The effect of a confining unit on the geochemical evolution of ground water in the Upper Floridan aquifer system

Abstract

In west-central Florida, sections of the Upper Floridan aquifer system range in character from confined to leaky to unconfined. The confining unit is the Hawthorn Formation, a clay-rich sequence. The presence or absence of the Hawthorn Formation affects the geochemical evolution of the ground water in the Upper Floridan aquifer system. Mass-balance and mass-transfer models suggest that, in unconfined areas, the geochemical reactions are dolomite dissolution, ion exchange (Mg for Na, K), sulfate reduction, calcite dissolution, and CO 2 exchange.
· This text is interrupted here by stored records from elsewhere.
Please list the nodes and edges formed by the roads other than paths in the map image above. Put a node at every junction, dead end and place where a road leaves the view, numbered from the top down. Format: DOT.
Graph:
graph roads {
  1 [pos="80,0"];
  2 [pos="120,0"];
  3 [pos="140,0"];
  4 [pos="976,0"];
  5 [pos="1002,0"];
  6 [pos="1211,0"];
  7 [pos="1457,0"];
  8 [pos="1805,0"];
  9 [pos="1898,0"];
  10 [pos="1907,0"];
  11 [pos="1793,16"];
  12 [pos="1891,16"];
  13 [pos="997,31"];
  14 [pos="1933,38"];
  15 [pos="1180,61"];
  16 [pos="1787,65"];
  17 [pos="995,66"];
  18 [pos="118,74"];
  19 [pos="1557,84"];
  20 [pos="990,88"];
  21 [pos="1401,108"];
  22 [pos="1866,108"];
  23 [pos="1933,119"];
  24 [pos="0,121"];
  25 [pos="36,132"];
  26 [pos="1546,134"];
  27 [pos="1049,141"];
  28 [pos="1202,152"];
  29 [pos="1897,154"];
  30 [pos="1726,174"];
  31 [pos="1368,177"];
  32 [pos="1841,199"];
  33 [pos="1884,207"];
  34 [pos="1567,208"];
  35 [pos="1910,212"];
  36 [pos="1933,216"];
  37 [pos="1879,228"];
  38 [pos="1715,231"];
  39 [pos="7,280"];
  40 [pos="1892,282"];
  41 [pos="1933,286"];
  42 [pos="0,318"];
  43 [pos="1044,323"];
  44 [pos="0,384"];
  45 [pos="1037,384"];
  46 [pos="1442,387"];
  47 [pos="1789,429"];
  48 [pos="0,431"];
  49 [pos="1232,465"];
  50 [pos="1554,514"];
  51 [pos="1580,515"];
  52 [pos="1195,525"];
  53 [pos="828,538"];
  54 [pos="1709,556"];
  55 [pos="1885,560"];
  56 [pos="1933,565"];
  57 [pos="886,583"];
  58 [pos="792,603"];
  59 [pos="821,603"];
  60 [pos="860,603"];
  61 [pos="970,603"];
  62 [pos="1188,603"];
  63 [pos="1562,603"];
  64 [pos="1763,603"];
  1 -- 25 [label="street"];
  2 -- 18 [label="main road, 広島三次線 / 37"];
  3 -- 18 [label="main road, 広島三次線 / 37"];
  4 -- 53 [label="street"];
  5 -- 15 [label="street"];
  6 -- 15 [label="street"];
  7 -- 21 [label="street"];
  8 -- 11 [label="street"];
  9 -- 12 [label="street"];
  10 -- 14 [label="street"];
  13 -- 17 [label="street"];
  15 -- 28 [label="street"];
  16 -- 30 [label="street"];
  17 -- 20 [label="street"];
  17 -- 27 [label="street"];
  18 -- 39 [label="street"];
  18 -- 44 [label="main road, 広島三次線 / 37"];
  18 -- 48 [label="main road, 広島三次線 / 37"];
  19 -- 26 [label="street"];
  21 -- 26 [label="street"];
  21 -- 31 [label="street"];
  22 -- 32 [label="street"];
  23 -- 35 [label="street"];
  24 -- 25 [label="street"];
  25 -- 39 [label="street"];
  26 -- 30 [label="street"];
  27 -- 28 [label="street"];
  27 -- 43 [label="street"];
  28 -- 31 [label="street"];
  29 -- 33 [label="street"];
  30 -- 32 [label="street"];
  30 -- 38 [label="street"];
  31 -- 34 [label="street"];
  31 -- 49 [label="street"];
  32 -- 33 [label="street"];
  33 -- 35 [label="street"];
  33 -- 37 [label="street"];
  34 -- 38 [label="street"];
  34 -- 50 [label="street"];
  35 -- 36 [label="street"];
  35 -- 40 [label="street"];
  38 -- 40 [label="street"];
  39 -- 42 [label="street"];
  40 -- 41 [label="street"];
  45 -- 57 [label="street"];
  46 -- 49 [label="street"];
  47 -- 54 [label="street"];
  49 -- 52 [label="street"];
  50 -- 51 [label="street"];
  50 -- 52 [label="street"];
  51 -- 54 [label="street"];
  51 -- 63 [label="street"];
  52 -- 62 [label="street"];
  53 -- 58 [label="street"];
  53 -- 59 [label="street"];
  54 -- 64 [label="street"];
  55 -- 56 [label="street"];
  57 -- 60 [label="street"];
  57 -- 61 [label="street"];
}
In the areas in which the Hawthorn Formation is leaky, the evolution of the ground water is accounted for by ion exchange, sulfate reduction, calcite dissolution, and CO 2 exchange. In the confined areas, no ion exchange and only limited sulfate reduction occur, and the chemical character of the ground water is consistent with dolomite and gypsum dissolution, calcite precipitation, and CO 2 ingassing. The Hawthorn Formation acts both as a physical barrier to the transport of CO 2 and organic matter and as a source of ion-exchange sites, but the carbonate-mineral reactions are largely unaffected by the extent of confinement of the Upper Floridan aquifer.